This repository contains the PyTorch implementation of paper: 3D Feature Prediction for Masked-AutoEncoder-Based Point Cloud Pretraining.

Installation

Our code has been tested with Ubuntu 18.04, PyTorch 1.8.1, Python 3.7, and CUDA 10.2. The reported results can be reproduced using the same environment configuration.

You can create an Anaconda environment using the following script.

conda create -n maskfeat3d python=3.7
conda activate maskfeat3d

# Install Pytorch
conda install pytorch==1.8.1 torchvision==0.9.1 torchaudio==0.8.1 cudatoolkit=10.2 -c pytorch

# Install MinkowskiEngine
conda install openblas-devel -c anaconda
pip install -U git+https://github.com/NVIDIA/MinkowskiEngine -v --no-deps --install-option="--blas_include_dirs=${CONDA_PREFIX}/include" --install-option="--blas=openblas"

# Install Extensions
cd extensions/chamfer_dist/
python setup.py install --user
cd ../emd/
python setup.py install --user
cd ../../

pip install "git+https://github.com/erikwijmans/Pointnet2_PyTorch.git#egg=pointnet2_ops&subdirectory=pointnet2_ops_lib"
pip install --upgrade https://github.com/unlimblue/KNN_CUDA/releases/download/0.2/KNN_CUDA-0.2-py3-none-any.whl

pip install -r requirements.txt

Datasets

We pretrained our model on ShapeNet with some preprocessing.
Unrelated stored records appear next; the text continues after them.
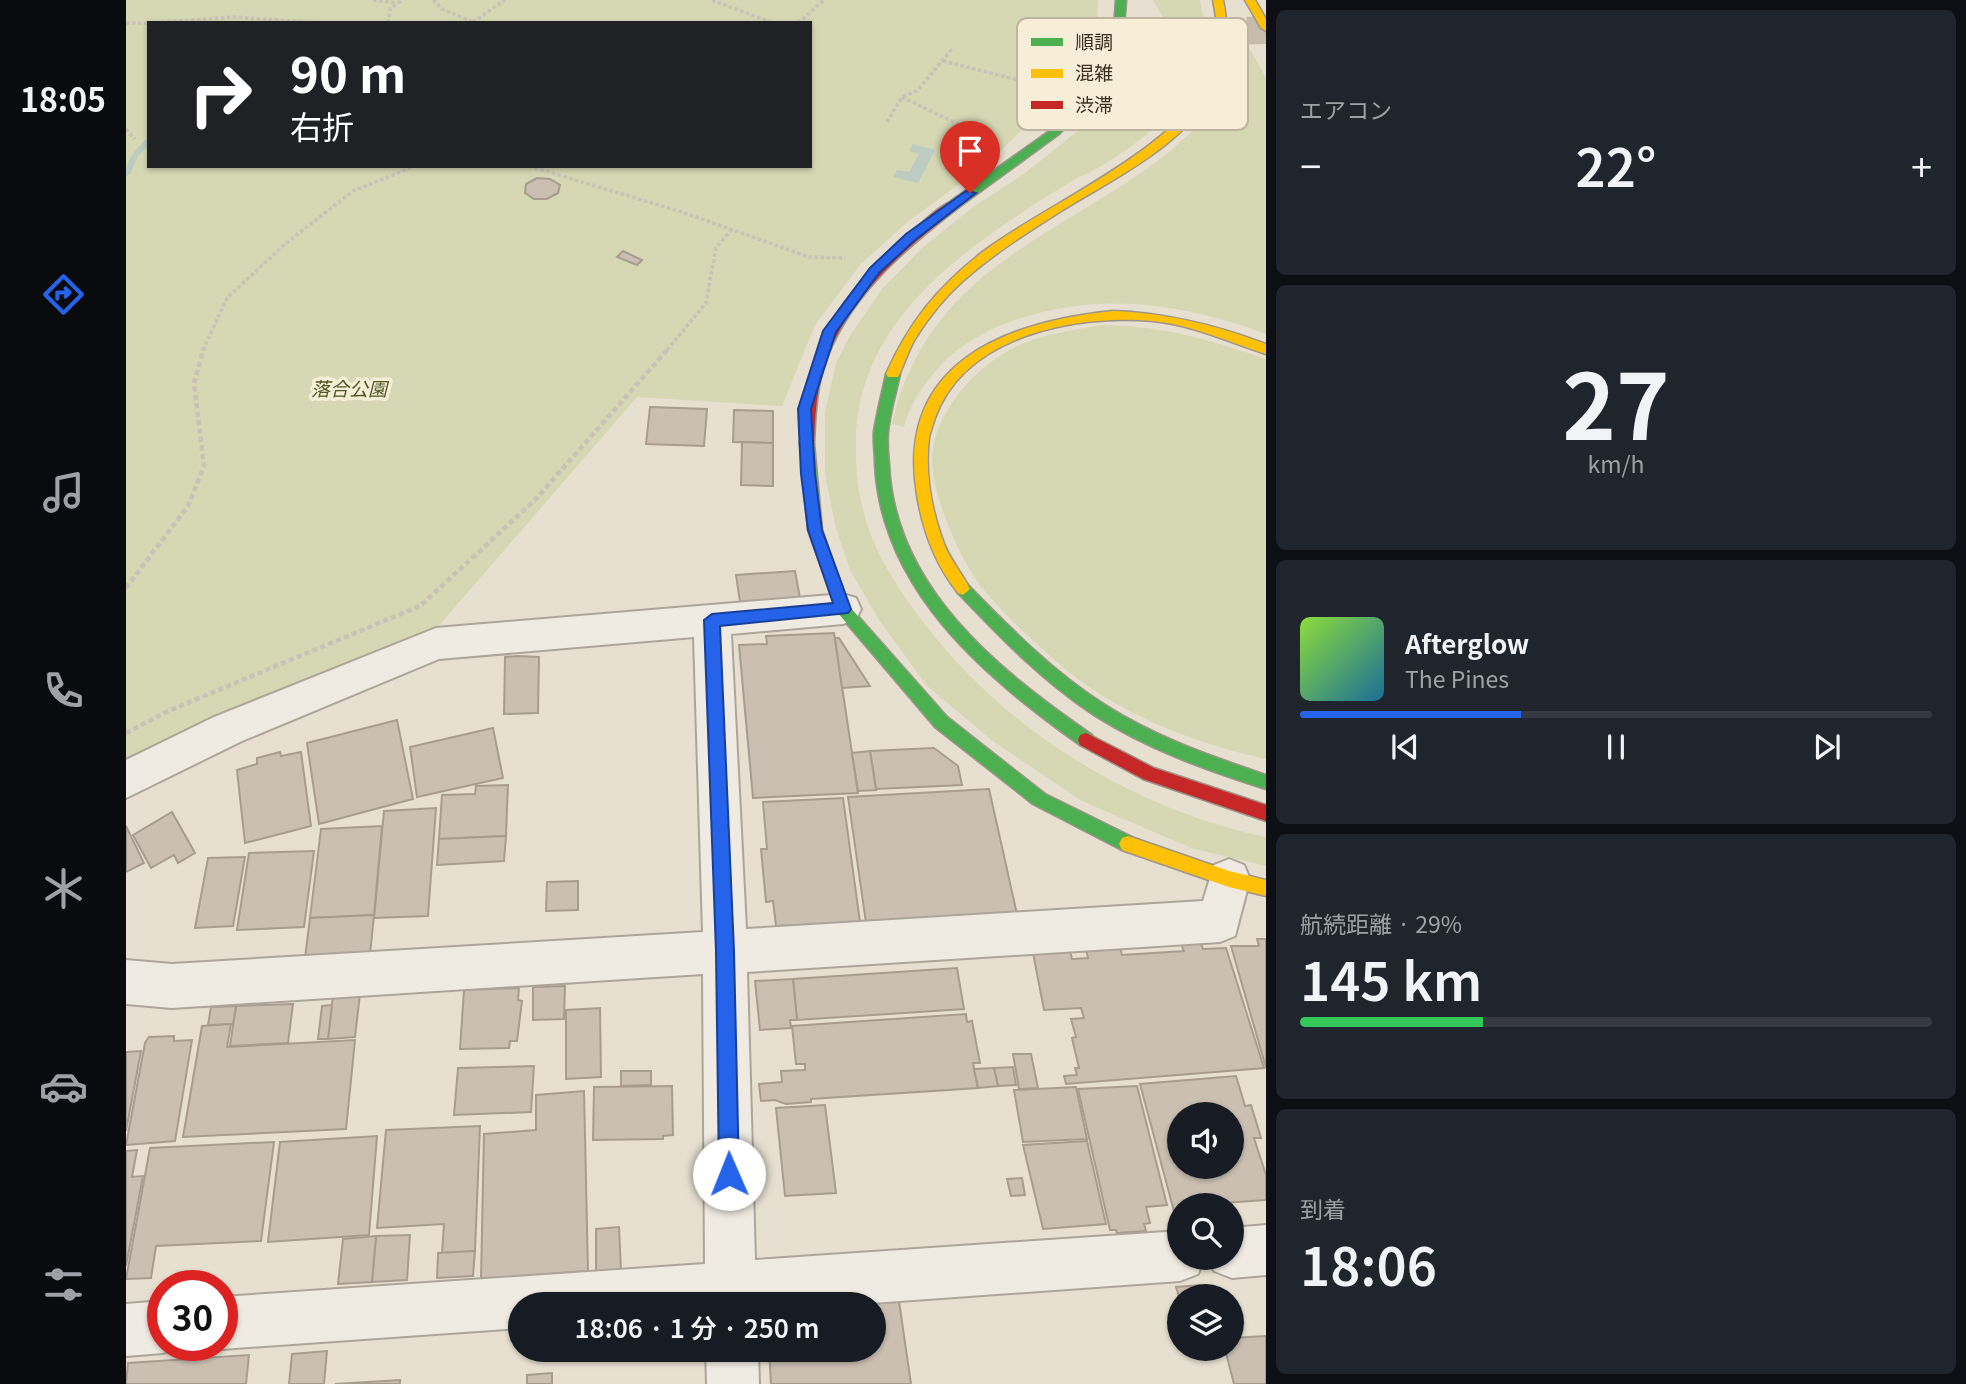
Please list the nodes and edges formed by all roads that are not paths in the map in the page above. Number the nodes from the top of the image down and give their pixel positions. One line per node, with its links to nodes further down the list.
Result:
1 (1121, 0): 4 (main road)
2 (1218, 0): 5 (main road)
3 (1250, 0): 6 (main road)
4 (1120, 18)
5 (1223, 18)
6 (1266, 28)
7 (1054, 130): 10 (main road)
8 (1172, 130): 14 (main road)
9 (1266, 349): 13 (main road)
10 (843, 609): 11 (street); 15 (main road)
11 (712, 620): 12 (street); 16 (street)
12 (126, 780)
13 (1266, 782)
14 (1266, 813)
15 (1247, 883): 16 (street)
16 (725, 951): 17 (street); 21 (street)
17 (126, 982)
18 (1266, 1250): 19 (street)
19 (1244, 1252)
20 (1167, 1257): 22 (street)
21 (731, 1292)
22 (766, 1292)
23 (508, 1307): 24 (street)
24 (238, 1322)
25 (147, 1328): 26 (street)
26 (126, 1330)
27 (732, 1362): 28 (street)
28 (733, 1384)

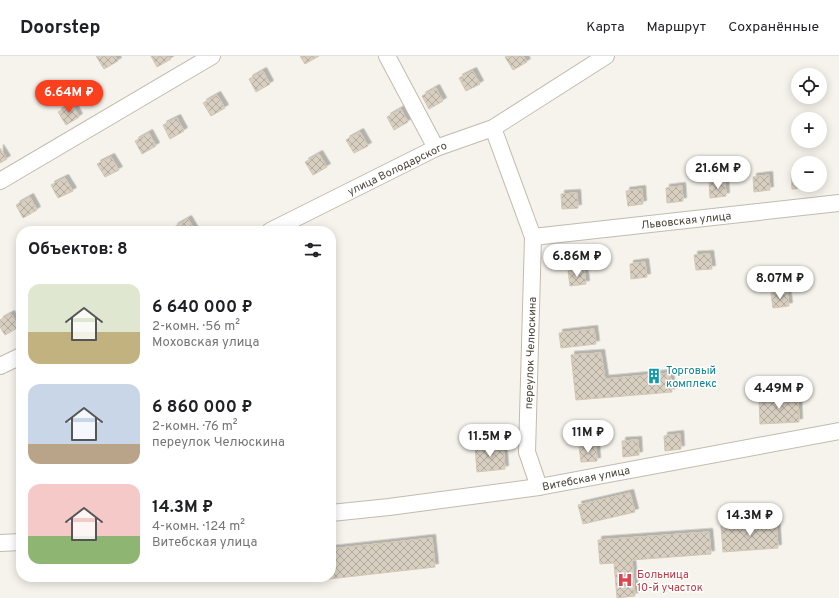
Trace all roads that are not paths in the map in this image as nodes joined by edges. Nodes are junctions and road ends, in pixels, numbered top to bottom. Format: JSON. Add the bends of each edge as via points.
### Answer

Please refer to datasets for more details.

Usage

Pretrain

PointViT model example:

python main.py --config cfgs/pretrain_pointvit.yaml --pretrain=maskfeat

# Multi-GPU
python -m torch.distributed.launch --master_port=xxxx --nproc_per_node=8 main.py --launcher pytorch --sync_bn --config cfgs/pretrain_pointvit.yaml --pretrain=maskfeat 

MinkowskiNet / PointNeXt: Coming soon ...

Downstream Task

ScanObjectNN

python main.py --config=cfgs/finetune_scan_hardest.yaml --exp_name=scanobjnn --ckpts=/path/to/pretrained/weights --finetune_model

ShapeNetPart

python main.py --ckpts=/path/to/pretrained/weights --root=../data/shapenetcore_partanno_segmentation_benchmark_v0_normal/ --learning_rate 0.0002 --epoch 300 --log_dir=shapenetpart --model=pt

ScanNet Detection: Coming Soon ...

Model Weights

We provide our pretrained models, fine-tuned downstream task trained models, and the relevant training logs here: Google Drive.

Acknowledgements

We would like to thank and acknowledge referenced codes from Point-MAE.

Citation

If you find this repository useful in your research, please cite:

@article{yan20233d,
  title={3d feature prediction for masked-autoencoder-based point cloud pretraining},
  author={Yan, Siming and Yang, Yuqi and Guo, Yuxiao and Pan, Hao and Wang, Peng-shuai and Tong, Xin and Liu, Yang and Huang, Qixing},
  journal={arXiv preprint arXiv:2304.06911},
  year={2023}
}